A word-for-word copy of the listing that follows is required.

>>

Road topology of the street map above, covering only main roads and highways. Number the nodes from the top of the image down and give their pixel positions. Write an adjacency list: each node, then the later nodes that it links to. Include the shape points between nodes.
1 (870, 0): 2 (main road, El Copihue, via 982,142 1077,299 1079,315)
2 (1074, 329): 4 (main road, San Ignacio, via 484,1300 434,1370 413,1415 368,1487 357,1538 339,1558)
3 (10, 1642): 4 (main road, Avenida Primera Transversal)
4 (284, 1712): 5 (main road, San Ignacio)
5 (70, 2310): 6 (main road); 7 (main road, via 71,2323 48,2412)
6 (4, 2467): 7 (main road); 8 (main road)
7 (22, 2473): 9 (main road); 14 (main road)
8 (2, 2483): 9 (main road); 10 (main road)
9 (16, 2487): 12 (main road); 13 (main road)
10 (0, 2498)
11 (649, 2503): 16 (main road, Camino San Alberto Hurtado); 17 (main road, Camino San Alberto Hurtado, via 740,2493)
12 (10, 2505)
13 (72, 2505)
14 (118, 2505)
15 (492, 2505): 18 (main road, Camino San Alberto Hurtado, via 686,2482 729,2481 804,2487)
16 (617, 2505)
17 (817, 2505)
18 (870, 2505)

<<

Response area:
Road topology of the street map above, covering only main roads and highways. Number the nodes from the top of the image down and give their pixel positions. Write an adjacency list: each node, then the later nodes that it links to. Include the shape points between nodes.
1 (870, 0): 2 (main road, El Copihue, via 982,142 1077,299 1079,315)
2 (1074, 329): 4 (main road, San Ignacio, via 484,1300 434,1370 413,1415 368,1487 357,1538 339,1558)
3 (10, 1642): 4 (main road, Avenida Primera Transversal)
4 (284, 1712): 5 (main road, San Ignacio)
5 (70, 2310): 6 (main road); 7 (main road, via 71,2323 48,2412)
6 (4, 2467): 7 (main road); 8 (main road)
7 (22, 2473): 9 (main road); 14 (main road)
8 (2, 2483): 9 (main road); 10 (main road)
9 (16, 2487): 12 (main road); 13 (main road)
10 (0, 2498)
11 (649, 2503): 16 (main road, Camino San Alberto Hurtado); 17 (main road, Camino San Alberto Hurtado, via 740,2493)
12 (10, 2505)
13 (72, 2505)
14 (118, 2505)
15 (492, 2505): 18 (main road, Camino San Alberto Hurtado, via 686,2482 729,2481 804,2487)
16 (617, 2505)
17 (817, 2505)
18 (870, 2505)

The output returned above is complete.